- [Task]: Transcribe all of the records word for word, please, omitting the pictures.

== Exercise materials ==

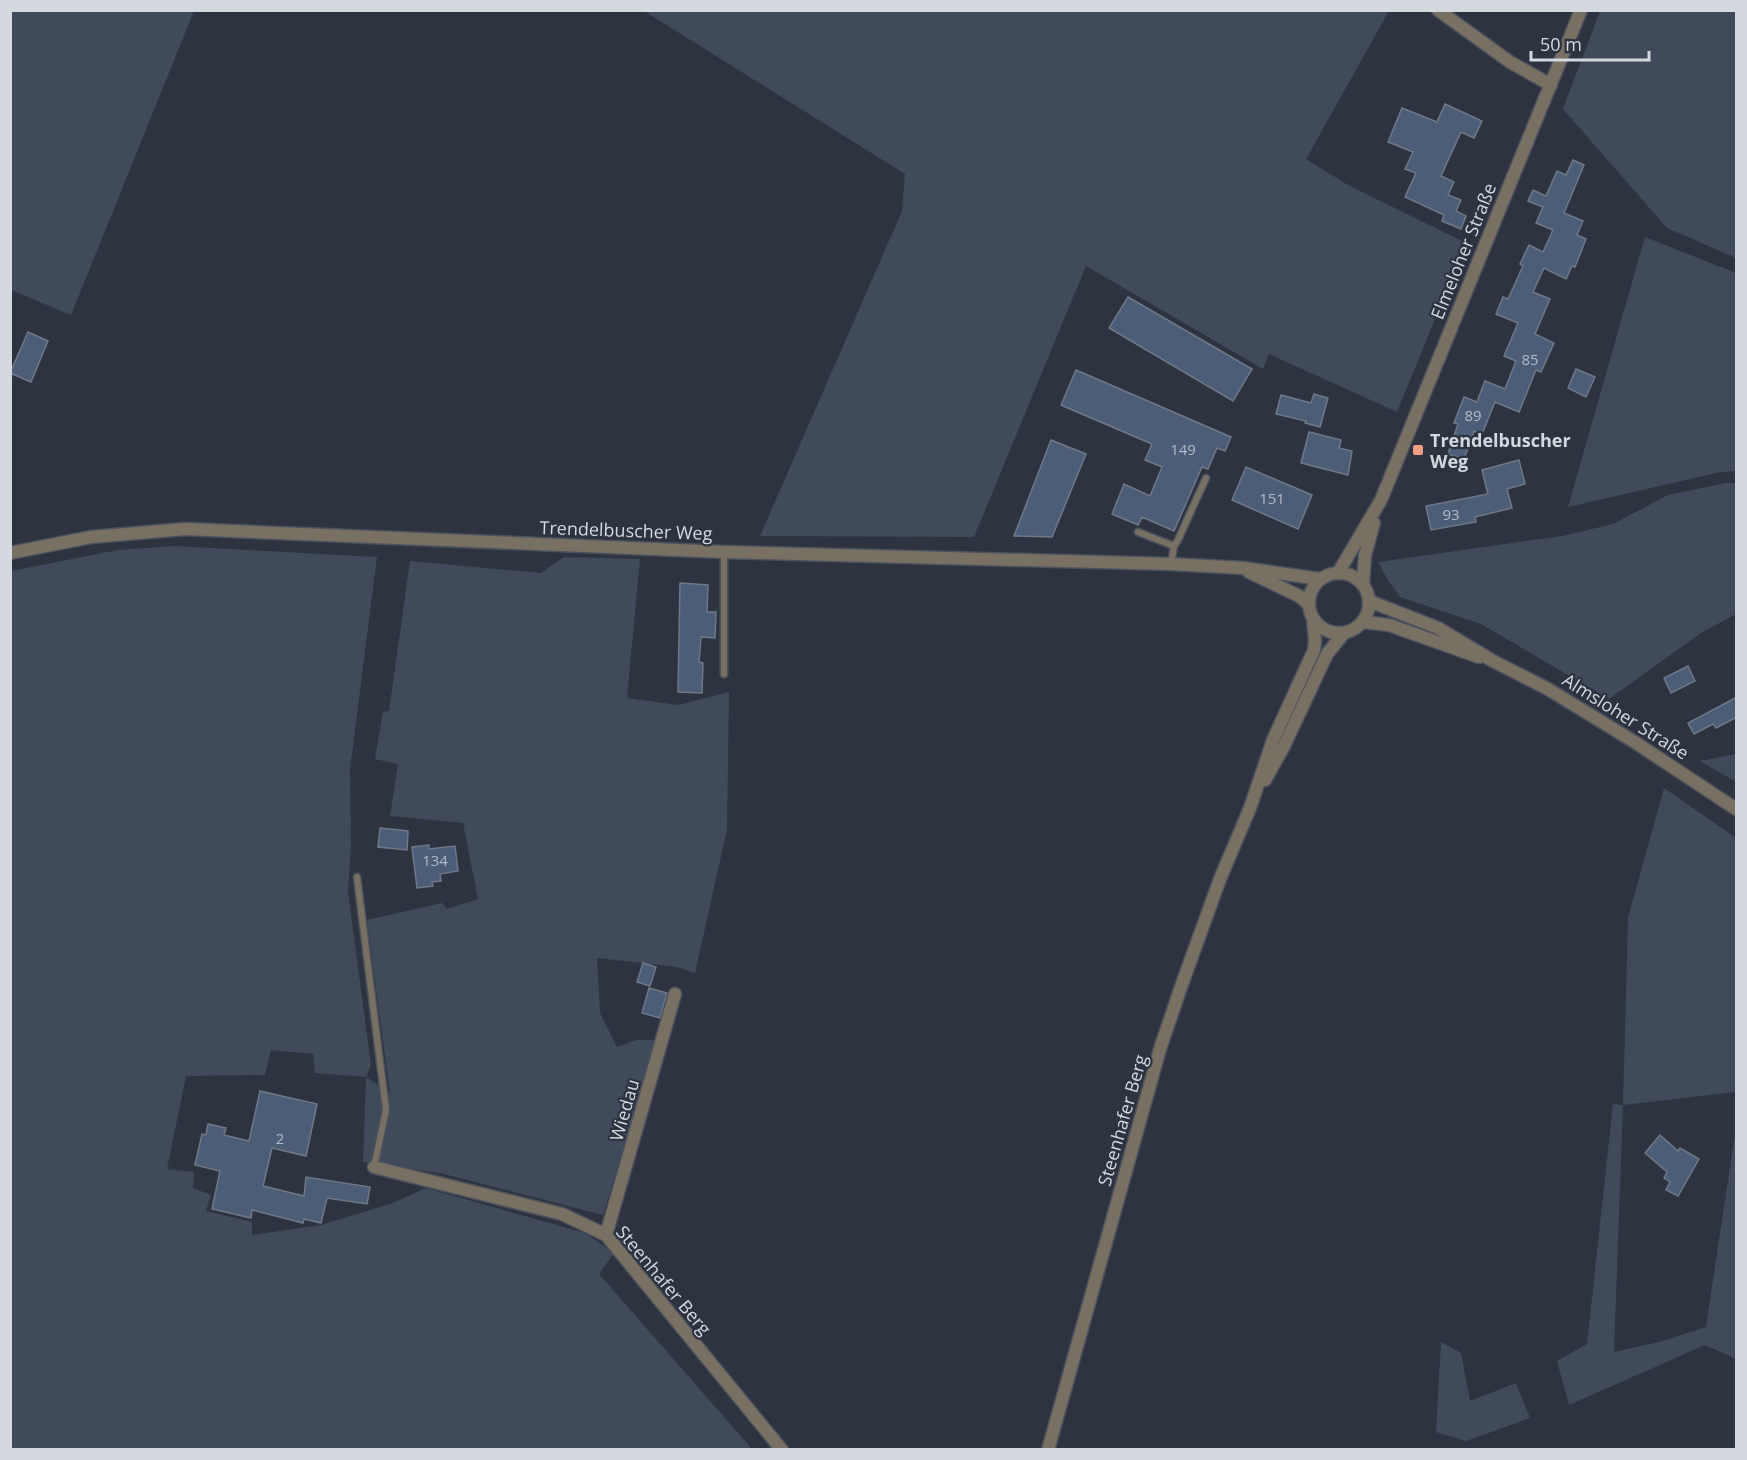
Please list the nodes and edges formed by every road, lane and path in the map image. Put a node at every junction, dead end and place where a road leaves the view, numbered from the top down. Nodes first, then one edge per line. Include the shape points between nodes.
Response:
1 (1438, 10) edge
2 (1581, 10) edge
3 (1551, 85) junction
4 (1206, 478) dead end
5 (1379, 504) junction
6 (1138, 532) dead end
7 (1174, 546) junction
8 (724, 552) junction
9 (10, 553) edge
10 (1171, 564) junction
11 (1243, 568) junction
12 (1338, 573) junction
13 (1320, 579) junction
14 (1363, 584) junction
15 (1369, 601) junction
16 (1308, 604) junction
17 (1313, 620) junction
18 (1363, 622) junction
19 (1344, 633) junction
20 (1493, 661) junction
21 (724, 674) dead end
22 (1250, 808) junction
23 (1737, 808) edge
24 (357, 877) dead end
25 (675, 994) dead end
26 (374, 1167) joint
27 (606, 1236) junction
28 (782, 1449) edge
29 (1048, 1449) edge

1 - 3 street via 1510,62
2 - 3 street, Elmeloher Straße
3 - 5 street, Elmeloher Straße
4 - 7 lane
5 - 12 street, Elmeloher Straße
5 - 14 street, Elmeloher Straße via 1365,555
6 - 7 lane
7 - 10 lane
8 - 9 street, Trendelbuscher Weg via 185,529 91,537
8 - 10 street, Trendelbuscher Weg
8 - 21 lane
10 - 11 street, Trendelbuscher Weg
11 - 13 street, Trendelbuscher Weg
11 - 16 street, Trendelbuscher Weg
12 - 13 street
12 - 14 street via 1355,577
13 - 16 street via 1310,592
14 - 15 street
15 - 18 street
15 - 20 street, Almsloher Straße via 1438,628
16 - 17 street
17 - 19 street via 1331,633
17 - 22 street, Steenhafer Berg via 1314,650 1273,740
18 - 19 street
18 - 20 street, Almsloher Straße via 1389,625
19 - 22 street, Steenhafer Berg via 1327,654
20 - 23 street, Almsloher Straße via 1567,700
22 - 29 street, Steenhafer Berg via 1200,933 1160,1049
24 - 26 lane via 386,1110
25 - 27 street, Wiedau
26 - 27 street, Steenhafer Berg via 562,1214
27 - 28 street, Steenhafer Berg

===

- [Exercise result]:
Please list the nodes and edges formed by every road, lane and path in the map image. Put a node at every junction, dead end and place where a road leaves the view, numbered from the top down. Nodes first, then one edge per line. Include the shape points between nodes.
Response:
1 (1438, 10) edge
2 (1581, 10) edge
3 (1551, 85) junction
4 (1206, 478) dead end
5 (1379, 504) junction
6 (1138, 532) dead end
7 (1174, 546) junction
8 (724, 552) junction
9 (10, 553) edge
10 (1171, 564) junction
11 (1243, 568) junction
12 (1338, 573) junction
13 (1320, 579) junction
14 (1363, 584) junction
15 (1369, 601) junction
16 (1308, 604) junction
17 (1313, 620) junction
18 (1363, 622) junction
19 (1344, 633) junction
20 (1493, 661) junction
21 (724, 674) dead end
22 (1250, 808) junction
23 (1737, 808) edge
24 (357, 877) dead end
25 (675, 994) dead end
26 (374, 1167) joint
27 (606, 1236) junction
28 (782, 1449) edge
29 (1048, 1449) edge

1 - 3 street via 1510,62
2 - 3 street, Elmeloher Straße
3 - 5 street, Elmeloher Straße
4 - 7 lane
5 - 12 street, Elmeloher Straße
5 - 14 street, Elmeloher Straße via 1365,555
6 - 7 lane
7 - 10 lane
8 - 9 street, Trendelbuscher Weg via 185,529 91,537
8 - 10 street, Trendelbuscher Weg
8 - 21 lane
10 - 11 street, Trendelbuscher Weg
11 - 13 street, Trendelbuscher Weg
11 - 16 street, Trendelbuscher Weg
12 - 13 street
12 - 14 street via 1355,577
13 - 16 street via 1310,592
14 - 15 street
15 - 18 street
15 - 20 street, Almsloher Straße via 1438,628
16 - 17 street
17 - 19 street via 1331,633
17 - 22 street, Steenhafer Berg via 1314,650 1273,740
18 - 19 street
18 - 20 street, Almsloher Straße via 1389,625
19 - 22 street, Steenhafer Berg via 1327,654
20 - 23 street, Almsloher Straße via 1567,700
22 - 29 street, Steenhafer Berg via 1200,933 1160,1049
24 - 26 lane via 386,1110
25 - 27 street, Wiedau
26 - 27 street, Steenhafer Berg via 562,1214
27 - 28 street, Steenhafer Berg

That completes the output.